=== Exercise aim ===
What lines of the data below include the word "bends"? Report them by copying each.

=== Data ===
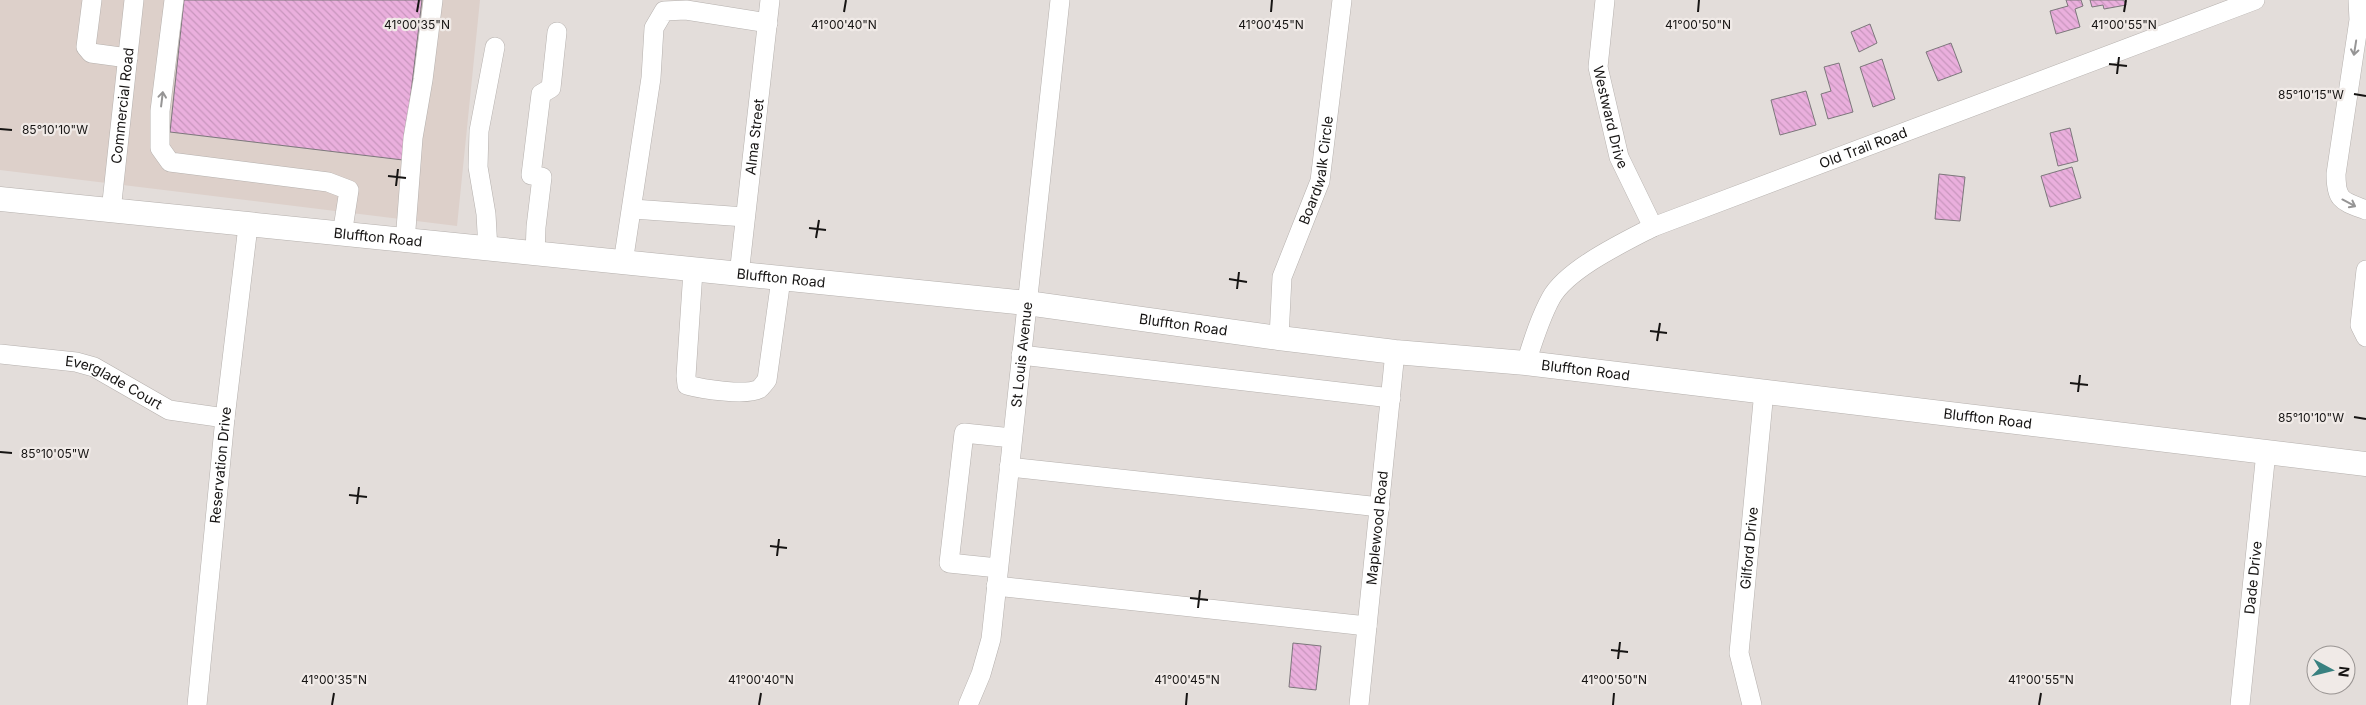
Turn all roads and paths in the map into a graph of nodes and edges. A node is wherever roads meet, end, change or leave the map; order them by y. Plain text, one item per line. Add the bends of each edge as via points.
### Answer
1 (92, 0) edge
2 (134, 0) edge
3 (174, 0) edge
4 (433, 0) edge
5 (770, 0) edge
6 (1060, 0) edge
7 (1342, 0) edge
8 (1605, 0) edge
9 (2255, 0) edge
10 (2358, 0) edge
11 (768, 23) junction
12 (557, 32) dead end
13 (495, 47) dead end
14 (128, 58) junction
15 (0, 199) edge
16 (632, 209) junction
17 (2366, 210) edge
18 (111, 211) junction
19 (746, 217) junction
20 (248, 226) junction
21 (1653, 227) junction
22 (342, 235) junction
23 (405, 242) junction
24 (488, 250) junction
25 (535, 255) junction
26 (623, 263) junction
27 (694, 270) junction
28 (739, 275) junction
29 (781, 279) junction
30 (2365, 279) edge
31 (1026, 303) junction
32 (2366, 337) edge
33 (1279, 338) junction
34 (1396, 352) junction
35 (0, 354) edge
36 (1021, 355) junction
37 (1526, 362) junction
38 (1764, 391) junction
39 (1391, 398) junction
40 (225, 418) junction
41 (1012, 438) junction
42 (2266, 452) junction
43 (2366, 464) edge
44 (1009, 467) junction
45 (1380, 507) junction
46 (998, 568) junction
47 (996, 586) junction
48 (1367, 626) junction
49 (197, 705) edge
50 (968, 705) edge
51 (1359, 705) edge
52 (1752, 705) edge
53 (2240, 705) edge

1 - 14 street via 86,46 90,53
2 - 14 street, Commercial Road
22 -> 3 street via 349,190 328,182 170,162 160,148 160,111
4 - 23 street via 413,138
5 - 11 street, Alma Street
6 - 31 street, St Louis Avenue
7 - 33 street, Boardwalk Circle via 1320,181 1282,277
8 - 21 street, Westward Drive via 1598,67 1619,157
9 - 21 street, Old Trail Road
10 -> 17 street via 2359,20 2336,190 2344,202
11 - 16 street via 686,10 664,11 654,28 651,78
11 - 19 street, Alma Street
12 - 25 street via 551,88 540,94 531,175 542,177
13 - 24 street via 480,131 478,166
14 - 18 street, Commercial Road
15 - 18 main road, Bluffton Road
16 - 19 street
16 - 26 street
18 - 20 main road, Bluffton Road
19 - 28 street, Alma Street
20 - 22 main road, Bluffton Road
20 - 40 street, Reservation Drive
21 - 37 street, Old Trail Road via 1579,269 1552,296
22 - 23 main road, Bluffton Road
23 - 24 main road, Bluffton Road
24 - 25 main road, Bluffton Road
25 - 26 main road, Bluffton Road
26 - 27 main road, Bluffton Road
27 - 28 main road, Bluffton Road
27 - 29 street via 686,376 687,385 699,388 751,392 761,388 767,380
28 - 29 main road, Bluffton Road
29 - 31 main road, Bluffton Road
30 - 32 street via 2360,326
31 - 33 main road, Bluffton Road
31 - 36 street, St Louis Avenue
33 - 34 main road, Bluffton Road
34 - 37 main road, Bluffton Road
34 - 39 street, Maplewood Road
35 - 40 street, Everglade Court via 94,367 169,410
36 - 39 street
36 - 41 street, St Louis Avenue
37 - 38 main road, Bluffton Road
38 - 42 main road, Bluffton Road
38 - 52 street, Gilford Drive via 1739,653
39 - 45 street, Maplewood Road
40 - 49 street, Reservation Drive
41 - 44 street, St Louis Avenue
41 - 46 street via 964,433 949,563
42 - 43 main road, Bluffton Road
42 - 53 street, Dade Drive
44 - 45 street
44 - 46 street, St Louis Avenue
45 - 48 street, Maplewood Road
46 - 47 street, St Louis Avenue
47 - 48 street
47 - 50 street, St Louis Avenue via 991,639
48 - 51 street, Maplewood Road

* * *

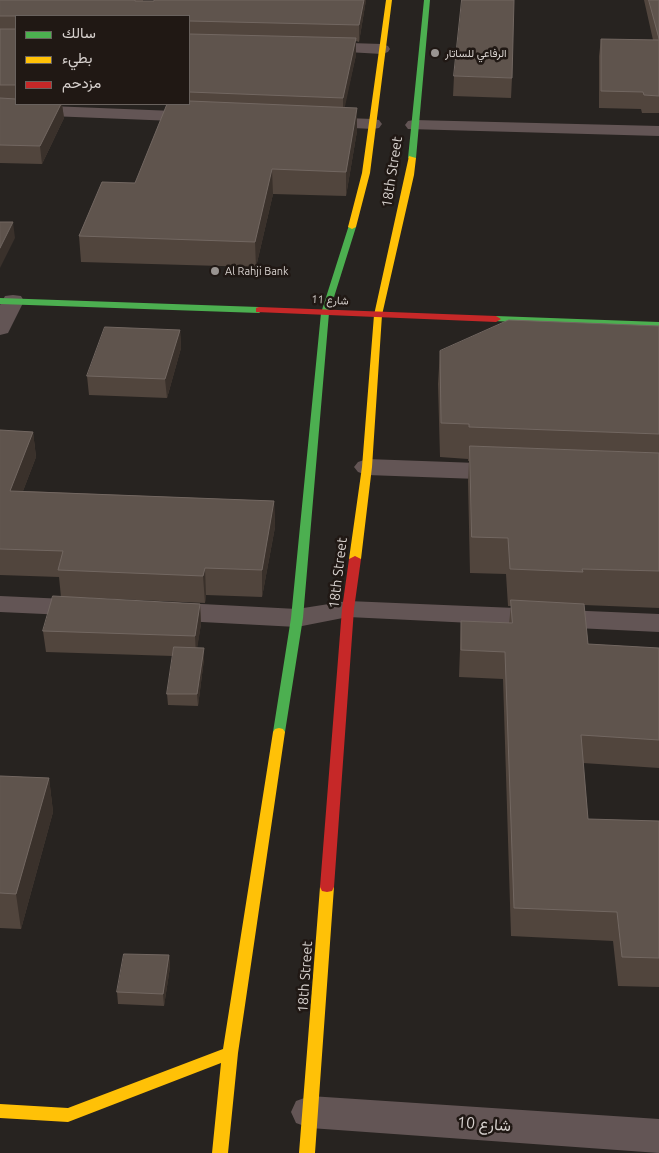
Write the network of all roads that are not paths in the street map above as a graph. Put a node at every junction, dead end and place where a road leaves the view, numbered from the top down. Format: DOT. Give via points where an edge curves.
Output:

...

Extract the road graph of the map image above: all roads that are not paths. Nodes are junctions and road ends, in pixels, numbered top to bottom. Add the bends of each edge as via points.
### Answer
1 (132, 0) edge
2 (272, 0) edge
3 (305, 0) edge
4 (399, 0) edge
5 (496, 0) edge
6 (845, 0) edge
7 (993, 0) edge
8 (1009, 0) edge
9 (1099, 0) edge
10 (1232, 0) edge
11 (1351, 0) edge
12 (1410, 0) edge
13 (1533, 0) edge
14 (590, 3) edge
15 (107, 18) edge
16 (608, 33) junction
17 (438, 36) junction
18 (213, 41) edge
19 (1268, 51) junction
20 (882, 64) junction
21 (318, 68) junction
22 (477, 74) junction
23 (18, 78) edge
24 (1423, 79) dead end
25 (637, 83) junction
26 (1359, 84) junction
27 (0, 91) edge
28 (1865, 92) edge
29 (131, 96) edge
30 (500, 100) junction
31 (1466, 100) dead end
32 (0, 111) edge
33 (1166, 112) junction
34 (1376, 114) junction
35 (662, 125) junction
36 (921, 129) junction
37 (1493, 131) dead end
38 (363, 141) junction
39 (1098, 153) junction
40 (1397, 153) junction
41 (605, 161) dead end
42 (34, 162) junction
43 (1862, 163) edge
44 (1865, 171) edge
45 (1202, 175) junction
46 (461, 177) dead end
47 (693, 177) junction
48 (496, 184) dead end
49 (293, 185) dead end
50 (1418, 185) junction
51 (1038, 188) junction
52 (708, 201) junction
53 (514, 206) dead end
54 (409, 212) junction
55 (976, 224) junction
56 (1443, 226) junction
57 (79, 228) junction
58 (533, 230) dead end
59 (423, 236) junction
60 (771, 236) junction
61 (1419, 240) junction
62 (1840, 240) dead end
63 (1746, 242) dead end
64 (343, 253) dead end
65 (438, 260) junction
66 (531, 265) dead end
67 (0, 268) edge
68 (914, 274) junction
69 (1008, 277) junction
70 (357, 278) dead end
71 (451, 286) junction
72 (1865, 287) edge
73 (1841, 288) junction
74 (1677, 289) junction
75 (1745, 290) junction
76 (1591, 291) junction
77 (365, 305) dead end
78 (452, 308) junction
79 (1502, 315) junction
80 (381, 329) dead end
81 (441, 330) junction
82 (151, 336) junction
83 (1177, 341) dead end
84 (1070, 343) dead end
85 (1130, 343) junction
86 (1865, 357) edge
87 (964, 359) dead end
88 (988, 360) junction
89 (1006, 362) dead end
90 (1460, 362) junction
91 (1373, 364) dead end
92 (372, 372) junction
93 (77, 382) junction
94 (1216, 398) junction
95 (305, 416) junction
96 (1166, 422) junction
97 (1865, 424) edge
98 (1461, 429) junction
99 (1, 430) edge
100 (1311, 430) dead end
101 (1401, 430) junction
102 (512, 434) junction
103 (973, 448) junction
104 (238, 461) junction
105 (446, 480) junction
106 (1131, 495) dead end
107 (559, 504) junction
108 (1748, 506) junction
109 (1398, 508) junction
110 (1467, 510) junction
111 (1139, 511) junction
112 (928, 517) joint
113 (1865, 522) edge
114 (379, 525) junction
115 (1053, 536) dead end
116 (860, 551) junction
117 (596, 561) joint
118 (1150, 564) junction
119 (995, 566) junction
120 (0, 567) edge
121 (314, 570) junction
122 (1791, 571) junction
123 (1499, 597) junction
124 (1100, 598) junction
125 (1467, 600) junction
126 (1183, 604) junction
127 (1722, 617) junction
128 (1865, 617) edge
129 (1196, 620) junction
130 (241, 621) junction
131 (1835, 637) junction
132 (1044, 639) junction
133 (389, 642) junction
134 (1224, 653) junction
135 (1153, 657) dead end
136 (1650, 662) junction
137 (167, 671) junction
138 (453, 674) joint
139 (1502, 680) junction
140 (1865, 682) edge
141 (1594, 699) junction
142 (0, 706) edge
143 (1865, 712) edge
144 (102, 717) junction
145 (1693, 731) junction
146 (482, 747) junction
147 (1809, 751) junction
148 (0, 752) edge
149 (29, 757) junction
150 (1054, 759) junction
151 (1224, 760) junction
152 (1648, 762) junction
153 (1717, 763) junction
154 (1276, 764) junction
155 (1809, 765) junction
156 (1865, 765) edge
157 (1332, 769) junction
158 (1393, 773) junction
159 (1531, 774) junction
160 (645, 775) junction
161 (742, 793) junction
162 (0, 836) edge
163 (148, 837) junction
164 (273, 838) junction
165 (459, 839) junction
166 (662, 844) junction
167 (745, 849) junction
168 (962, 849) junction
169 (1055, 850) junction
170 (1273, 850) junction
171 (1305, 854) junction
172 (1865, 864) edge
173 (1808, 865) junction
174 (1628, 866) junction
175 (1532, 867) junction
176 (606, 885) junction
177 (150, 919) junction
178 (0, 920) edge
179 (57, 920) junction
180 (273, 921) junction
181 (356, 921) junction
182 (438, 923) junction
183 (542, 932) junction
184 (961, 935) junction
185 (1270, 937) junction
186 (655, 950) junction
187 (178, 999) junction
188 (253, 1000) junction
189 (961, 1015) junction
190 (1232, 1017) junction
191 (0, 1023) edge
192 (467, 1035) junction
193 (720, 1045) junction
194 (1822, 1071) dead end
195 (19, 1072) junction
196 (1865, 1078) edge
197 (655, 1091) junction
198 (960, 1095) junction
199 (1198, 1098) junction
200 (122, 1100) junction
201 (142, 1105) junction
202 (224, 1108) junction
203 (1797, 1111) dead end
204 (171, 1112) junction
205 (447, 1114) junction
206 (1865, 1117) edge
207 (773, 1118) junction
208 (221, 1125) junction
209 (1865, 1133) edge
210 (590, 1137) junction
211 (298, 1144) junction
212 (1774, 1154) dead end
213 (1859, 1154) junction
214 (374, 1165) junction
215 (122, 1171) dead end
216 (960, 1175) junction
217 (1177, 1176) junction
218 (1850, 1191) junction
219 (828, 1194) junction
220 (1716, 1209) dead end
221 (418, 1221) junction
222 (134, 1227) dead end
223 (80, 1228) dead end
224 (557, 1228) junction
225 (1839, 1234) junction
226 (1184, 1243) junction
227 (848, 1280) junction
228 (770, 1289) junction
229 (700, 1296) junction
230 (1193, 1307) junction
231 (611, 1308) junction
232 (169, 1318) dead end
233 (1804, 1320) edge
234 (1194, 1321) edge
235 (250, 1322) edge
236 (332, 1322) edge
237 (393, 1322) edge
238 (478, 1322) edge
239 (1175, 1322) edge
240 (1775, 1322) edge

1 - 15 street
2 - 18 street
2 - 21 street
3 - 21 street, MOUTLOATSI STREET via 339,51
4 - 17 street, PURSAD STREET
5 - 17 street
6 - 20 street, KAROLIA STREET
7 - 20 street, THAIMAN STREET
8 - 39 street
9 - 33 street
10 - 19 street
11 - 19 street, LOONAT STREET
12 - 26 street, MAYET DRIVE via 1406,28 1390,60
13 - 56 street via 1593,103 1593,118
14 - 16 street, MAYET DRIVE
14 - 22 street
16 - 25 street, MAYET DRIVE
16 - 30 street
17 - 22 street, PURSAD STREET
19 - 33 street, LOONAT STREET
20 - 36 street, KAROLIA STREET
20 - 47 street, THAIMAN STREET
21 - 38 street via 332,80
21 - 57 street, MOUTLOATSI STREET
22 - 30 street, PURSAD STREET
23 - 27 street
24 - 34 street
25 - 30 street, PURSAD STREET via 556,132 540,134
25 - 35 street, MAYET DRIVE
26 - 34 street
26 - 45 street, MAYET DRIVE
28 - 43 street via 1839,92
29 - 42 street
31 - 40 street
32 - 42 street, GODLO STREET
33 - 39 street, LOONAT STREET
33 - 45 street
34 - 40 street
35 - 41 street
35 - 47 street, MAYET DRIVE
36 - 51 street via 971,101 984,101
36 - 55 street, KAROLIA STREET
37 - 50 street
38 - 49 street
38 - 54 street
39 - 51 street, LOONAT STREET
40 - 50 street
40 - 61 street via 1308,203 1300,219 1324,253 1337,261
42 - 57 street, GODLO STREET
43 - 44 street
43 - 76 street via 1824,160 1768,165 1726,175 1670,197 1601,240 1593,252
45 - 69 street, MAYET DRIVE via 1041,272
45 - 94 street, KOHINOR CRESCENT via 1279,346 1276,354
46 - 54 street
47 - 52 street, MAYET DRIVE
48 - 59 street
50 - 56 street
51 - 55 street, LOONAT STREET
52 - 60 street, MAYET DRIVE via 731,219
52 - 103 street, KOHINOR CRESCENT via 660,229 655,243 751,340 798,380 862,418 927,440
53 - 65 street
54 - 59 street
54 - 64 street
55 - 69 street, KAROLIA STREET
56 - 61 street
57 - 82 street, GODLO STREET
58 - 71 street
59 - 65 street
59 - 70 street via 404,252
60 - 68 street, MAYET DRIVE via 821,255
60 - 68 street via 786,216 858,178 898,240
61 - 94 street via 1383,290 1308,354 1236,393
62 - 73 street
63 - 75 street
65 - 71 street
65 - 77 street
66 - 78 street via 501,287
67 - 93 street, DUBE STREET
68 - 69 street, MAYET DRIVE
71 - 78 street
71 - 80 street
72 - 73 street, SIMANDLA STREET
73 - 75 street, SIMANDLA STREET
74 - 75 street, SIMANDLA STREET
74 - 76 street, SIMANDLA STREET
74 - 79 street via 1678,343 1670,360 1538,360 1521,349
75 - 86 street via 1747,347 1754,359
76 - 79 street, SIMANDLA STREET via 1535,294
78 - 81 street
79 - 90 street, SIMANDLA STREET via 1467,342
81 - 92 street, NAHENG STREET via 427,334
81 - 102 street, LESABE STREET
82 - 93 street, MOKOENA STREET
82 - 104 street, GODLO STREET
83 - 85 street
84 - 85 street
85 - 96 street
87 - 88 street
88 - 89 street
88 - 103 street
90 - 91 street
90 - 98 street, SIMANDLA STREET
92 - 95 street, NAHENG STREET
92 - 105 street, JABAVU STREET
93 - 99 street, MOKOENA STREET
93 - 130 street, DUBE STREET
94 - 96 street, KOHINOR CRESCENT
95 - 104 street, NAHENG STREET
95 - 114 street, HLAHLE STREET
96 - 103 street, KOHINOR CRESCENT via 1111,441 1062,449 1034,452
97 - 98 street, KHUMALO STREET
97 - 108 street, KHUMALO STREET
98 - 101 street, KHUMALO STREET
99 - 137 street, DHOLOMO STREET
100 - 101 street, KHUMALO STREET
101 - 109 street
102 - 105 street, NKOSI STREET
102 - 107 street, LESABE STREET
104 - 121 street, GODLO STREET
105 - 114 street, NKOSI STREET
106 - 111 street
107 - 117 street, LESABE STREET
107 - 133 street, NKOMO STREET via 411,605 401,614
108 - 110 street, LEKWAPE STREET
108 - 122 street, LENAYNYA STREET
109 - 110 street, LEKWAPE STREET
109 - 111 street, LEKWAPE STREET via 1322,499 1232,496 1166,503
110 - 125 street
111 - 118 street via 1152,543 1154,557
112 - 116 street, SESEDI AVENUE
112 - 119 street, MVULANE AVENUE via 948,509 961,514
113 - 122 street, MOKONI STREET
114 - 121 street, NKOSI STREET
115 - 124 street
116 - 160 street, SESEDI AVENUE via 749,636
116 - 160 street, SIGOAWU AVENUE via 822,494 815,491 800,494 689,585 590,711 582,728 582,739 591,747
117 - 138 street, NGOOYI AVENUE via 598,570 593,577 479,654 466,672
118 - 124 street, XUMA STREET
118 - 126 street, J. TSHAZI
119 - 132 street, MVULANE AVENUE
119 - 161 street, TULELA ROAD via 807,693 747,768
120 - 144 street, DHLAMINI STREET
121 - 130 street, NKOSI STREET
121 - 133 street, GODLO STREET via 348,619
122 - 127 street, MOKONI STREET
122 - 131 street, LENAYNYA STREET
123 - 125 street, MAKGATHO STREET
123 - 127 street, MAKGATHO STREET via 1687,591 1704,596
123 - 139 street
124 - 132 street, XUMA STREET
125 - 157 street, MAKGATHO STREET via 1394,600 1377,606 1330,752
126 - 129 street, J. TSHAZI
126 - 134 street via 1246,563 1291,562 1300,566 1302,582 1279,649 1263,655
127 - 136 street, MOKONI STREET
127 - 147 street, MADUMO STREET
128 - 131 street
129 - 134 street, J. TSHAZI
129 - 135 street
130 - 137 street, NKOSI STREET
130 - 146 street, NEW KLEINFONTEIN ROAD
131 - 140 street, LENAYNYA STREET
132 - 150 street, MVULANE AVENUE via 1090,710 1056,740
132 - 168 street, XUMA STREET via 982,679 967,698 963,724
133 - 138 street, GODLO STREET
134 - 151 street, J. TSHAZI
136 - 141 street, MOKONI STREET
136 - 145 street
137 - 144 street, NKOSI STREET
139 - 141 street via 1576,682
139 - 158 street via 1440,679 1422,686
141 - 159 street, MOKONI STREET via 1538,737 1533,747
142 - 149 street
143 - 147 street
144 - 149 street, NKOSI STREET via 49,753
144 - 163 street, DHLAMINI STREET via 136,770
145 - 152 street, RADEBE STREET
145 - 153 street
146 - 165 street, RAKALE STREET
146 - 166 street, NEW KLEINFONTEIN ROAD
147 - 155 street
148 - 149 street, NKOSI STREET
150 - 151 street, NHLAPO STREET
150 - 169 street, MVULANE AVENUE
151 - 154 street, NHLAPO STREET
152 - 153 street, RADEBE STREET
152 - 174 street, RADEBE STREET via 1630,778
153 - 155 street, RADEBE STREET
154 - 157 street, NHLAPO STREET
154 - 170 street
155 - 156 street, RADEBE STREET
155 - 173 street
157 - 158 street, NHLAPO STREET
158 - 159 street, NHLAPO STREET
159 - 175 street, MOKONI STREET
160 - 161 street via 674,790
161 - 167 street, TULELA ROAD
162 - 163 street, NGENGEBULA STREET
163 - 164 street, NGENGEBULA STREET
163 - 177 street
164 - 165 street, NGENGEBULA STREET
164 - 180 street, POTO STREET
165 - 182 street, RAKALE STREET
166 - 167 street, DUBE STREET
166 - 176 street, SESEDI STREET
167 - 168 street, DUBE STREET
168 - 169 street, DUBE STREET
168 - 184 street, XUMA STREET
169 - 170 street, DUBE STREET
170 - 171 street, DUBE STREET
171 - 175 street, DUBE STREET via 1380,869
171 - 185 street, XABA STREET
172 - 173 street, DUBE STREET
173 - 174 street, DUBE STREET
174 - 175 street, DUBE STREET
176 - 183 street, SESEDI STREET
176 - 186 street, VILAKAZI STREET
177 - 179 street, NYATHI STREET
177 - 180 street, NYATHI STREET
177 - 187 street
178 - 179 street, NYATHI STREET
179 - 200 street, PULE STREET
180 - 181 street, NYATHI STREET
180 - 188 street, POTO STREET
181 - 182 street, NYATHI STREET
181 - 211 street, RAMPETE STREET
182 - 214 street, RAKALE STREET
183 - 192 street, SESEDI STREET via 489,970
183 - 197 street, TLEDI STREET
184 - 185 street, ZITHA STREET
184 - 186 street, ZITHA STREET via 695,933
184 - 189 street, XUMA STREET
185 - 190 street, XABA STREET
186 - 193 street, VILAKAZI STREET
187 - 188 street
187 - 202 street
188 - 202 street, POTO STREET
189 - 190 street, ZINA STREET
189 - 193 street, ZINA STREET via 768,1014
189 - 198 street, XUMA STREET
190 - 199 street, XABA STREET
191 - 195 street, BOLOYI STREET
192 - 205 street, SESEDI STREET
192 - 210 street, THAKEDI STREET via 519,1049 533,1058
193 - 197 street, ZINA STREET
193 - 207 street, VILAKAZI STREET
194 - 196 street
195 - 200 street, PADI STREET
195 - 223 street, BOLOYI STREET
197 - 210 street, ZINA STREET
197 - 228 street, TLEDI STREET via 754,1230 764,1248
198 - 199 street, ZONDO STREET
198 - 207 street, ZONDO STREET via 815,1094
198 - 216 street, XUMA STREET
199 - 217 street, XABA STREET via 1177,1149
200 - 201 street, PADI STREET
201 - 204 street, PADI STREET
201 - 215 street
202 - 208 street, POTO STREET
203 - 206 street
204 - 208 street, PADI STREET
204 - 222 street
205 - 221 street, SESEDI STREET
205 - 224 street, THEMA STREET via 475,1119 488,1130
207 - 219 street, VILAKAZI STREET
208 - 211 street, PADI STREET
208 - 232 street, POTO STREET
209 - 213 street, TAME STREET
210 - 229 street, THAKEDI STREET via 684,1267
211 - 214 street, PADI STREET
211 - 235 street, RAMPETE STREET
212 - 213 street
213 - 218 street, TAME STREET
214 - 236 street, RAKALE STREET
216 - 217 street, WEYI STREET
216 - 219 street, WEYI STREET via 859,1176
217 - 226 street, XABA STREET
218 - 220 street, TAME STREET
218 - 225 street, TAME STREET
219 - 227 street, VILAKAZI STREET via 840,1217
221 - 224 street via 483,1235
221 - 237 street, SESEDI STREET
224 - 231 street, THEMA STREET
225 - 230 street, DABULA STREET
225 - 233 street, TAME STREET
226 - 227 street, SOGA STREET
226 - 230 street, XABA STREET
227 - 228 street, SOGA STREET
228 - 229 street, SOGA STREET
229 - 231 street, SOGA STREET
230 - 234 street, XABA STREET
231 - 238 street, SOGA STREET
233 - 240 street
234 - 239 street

=== Finished task ===
Turn all roads and paths in the map into a graph of nodes and edges. A node is wherever roads meet, end, change or leave the map; order them by y. Plain text, one item per line. Add the bends of each edge as via points.
Extract the road graph of the map image above: all roads that are not paths. Nodes are junctions and road ends, in pixels, numbered top to bottom. Add the bends of each edge as via points.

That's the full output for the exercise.